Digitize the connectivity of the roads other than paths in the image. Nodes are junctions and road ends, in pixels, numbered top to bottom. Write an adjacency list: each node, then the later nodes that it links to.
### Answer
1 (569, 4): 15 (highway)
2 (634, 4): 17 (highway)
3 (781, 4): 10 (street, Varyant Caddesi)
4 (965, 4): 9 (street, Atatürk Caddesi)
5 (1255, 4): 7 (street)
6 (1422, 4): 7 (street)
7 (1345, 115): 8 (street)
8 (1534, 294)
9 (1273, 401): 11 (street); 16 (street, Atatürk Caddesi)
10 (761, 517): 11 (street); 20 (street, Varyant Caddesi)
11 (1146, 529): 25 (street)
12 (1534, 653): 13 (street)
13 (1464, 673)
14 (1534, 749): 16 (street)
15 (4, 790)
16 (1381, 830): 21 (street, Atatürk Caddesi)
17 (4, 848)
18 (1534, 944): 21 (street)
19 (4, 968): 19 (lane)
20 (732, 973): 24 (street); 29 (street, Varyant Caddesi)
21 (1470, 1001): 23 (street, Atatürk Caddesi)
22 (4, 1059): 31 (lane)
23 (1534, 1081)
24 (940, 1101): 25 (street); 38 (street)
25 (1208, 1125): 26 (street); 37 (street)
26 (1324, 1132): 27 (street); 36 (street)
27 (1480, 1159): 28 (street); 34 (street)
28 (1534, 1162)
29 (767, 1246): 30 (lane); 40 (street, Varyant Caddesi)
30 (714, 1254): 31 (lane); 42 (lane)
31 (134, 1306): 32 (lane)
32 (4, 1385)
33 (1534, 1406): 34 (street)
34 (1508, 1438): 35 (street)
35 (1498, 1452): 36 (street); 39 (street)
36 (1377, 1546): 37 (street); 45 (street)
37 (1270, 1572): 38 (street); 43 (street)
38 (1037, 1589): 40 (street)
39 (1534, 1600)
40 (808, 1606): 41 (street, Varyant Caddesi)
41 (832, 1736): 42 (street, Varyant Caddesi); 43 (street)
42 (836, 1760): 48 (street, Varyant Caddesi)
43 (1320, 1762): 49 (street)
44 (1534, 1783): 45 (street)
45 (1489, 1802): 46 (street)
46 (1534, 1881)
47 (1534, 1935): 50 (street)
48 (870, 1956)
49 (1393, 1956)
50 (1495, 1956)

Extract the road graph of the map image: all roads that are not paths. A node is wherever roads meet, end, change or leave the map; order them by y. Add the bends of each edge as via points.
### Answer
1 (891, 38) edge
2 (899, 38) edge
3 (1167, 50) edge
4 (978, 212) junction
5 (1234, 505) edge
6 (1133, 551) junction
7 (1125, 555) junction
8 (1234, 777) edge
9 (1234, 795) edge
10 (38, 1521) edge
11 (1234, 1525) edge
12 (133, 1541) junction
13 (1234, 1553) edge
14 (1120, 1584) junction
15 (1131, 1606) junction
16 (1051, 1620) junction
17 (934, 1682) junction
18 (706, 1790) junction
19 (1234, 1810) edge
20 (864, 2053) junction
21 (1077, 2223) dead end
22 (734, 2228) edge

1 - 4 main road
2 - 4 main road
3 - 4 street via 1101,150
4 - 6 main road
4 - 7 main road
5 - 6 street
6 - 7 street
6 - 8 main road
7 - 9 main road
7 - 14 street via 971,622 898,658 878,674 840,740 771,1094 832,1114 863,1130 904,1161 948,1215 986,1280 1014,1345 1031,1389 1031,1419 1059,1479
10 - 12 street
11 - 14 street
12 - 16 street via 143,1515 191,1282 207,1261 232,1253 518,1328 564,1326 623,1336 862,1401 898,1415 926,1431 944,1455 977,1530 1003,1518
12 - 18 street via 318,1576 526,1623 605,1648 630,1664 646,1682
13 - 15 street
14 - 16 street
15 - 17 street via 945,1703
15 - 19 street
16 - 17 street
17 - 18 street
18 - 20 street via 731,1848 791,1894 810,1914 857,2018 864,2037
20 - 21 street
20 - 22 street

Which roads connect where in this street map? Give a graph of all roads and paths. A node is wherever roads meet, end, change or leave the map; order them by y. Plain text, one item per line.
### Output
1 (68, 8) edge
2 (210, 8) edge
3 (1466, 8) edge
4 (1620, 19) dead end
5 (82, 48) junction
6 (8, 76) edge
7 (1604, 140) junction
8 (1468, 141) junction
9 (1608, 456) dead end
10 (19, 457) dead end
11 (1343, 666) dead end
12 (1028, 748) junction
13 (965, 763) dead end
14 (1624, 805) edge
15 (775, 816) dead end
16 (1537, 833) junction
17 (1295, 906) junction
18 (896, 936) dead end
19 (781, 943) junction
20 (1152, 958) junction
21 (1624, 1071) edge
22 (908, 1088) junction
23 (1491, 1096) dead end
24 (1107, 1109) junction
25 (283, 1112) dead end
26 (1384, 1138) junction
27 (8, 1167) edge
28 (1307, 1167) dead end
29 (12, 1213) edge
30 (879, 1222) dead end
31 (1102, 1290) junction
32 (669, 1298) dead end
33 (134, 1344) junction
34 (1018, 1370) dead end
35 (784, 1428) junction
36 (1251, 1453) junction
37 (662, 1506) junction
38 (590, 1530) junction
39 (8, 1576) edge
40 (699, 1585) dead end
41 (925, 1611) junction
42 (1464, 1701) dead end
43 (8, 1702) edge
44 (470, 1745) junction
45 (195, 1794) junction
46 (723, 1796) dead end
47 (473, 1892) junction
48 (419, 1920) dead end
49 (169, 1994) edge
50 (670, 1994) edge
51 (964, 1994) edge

□ □ □ □ □

| Instructions for the task |
Set down the whole of the data, exactly as it stands.

| Output for this exercise |
Digitize the connectivity of the roads other than paths in the image. Nodes are junctions and road ends, in pixels, numbered top to bottom. Write an adjacency list: each node, then the later nodes that it links to.
### Answer
1 (569, 4): 15 (highway)
2 (634, 4): 17 (highway)
3 (781, 4): 10 (street, Varyant Caddesi)
4 (965, 4): 9 (street, Atatürk Caddesi)
5 (1255, 4): 7 (street)
6 (1422, 4): 7 (street)
7 (1345, 115): 8 (street)
8 (1534, 294)
9 (1273, 401): 11 (street); 16 (street, Atatürk Caddesi)
10 (761, 517): 11 (street); 20 (street, Varyant Caddesi)
11 (1146, 529): 25 (street)
12 (1534, 653): 13 (street)
13 (1464, 673)
14 (1534, 749): 16 (street)
15 (4, 790)
16 (1381, 830): 21 (street, Atatürk Caddesi)
17 (4, 848)
18 (1534, 944): 21 (street)
19 (4, 968): 19 (lane)
20 (732, 973): 24 (street); 29 (street, Varyant Caddesi)
21 (1470, 1001): 23 (street, Atatürk Caddesi)
22 (4, 1059): 31 (lane)
23 (1534, 1081)
24 (940, 1101): 25 (street); 38 (street)
25 (1208, 1125): 26 (street); 37 (street)
26 (1324, 1132): 27 (street); 36 (street)
27 (1480, 1159): 28 (street); 34 (street)
28 (1534, 1162)
29 (767, 1246): 30 (lane); 40 (street, Varyant Caddesi)
30 (714, 1254): 31 (lane); 42 (lane)
31 (134, 1306): 32 (lane)
32 (4, 1385)
33 (1534, 1406): 34 (street)
34 (1508, 1438): 35 (street)
35 (1498, 1452): 36 (street); 39 (street)
36 (1377, 1546): 37 (street); 45 (street)
37 (1270, 1572): 38 (street); 43 (street)
38 (1037, 1589): 40 (street)
39 (1534, 1600)
40 (808, 1606): 41 (street, Varyant Caddesi)
41 (832, 1736): 42 (street, Varyant Caddesi); 43 (street)
42 (836, 1760): 48 (street, Varyant Caddesi)
43 (1320, 1762): 49 (street)
44 (1534, 1783): 45 (street)
45 (1489, 1802): 46 (street)
46 (1534, 1881)
47 (1534, 1935): 50 (street)
48 (870, 1956)
49 (1393, 1956)
50 (1495, 1956)

Extract the road graph of the map image: all roads that are not paths. A node is wherever roads meet, end, change or leave the map; order them by y. Add the bends of each edge as via points.
### Answer
1 (891, 38) edge
2 (899, 38) edge
3 (1167, 50) edge
4 (978, 212) junction
5 (1234, 505) edge
6 (1133, 551) junction
7 (1125, 555) junction
8 (1234, 777) edge
9 (1234, 795) edge
10 (38, 1521) edge
11 (1234, 1525) edge
12 (133, 1541) junction
13 (1234, 1553) edge
14 (1120, 1584) junction
15 (1131, 1606) junction
16 (1051, 1620) junction
17 (934, 1682) junction
18 (706, 1790) junction
19 (1234, 1810) edge
20 (864, 2053) junction
21 (1077, 2223) dead end
22 (734, 2228) edge

1 - 4 main road
2 - 4 main road
3 - 4 street via 1101,150
4 - 6 main road
4 - 7 main road
5 - 6 street
6 - 7 street
6 - 8 main road
7 - 9 main road
7 - 14 street via 971,622 898,658 878,674 840,740 771,1094 832,1114 863,1130 904,1161 948,1215 986,1280 1014,1345 1031,1389 1031,1419 1059,1479
10 - 12 street
11 - 14 street
12 - 16 street via 143,1515 191,1282 207,1261 232,1253 518,1328 564,1326 623,1336 862,1401 898,1415 926,1431 944,1455 977,1530 1003,1518
12 - 18 street via 318,1576 526,1623 605,1648 630,1664 646,1682
13 - 15 street
14 - 16 street
15 - 17 street via 945,1703
15 - 19 street
16 - 17 street
17 - 18 street
18 - 20 street via 731,1848 791,1894 810,1914 857,2018 864,2037
20 - 21 street
20 - 22 street

Which roads connect where in this street map? Give a graph of all roads and paths. A node is wherever roads meet, end, change or leave the map; order them by y. Plain text, one item per line.
### Output
1 (68, 8) edge
2 (210, 8) edge
3 (1466, 8) edge
4 (1620, 19) dead end
5 (82, 48) junction
6 (8, 76) edge
7 (1604, 140) junction
8 (1468, 141) junction
9 (1608, 456) dead end
10 (19, 457) dead end
11 (1343, 666) dead end
12 (1028, 748) junction
13 (965, 763) dead end
14 (1624, 805) edge
15 (775, 816) dead end
16 (1537, 833) junction
17 (1295, 906) junction
18 (896, 936) dead end
19 (781, 943) junction
20 (1152, 958) junction
21 (1624, 1071) edge
22 (908, 1088) junction
23 (1491, 1096) dead end
24 (1107, 1109) junction
25 (283, 1112) dead end
26 (1384, 1138) junction
27 (8, 1167) edge
28 (1307, 1167) dead end
29 (12, 1213) edge
30 (879, 1222) dead end
31 (1102, 1290) junction
32 (669, 1298) dead end
33 (134, 1344) junction
34 (1018, 1370) dead end
35 (784, 1428) junction
36 (1251, 1453) junction
37 (662, 1506) junction
38 (590, 1530) junction
39 (8, 1576) edge
40 (699, 1585) dead end
41 (925, 1611) junction
42 (1464, 1701) dead end
43 (8, 1702) edge
44 (470, 1745) junction
45 (195, 1794) junction
46 (723, 1796) dead end
47 (473, 1892) junction
48 (419, 1920) dead end
49 (169, 1994) edge
50 (670, 1994) edge
51 (964, 1994) edge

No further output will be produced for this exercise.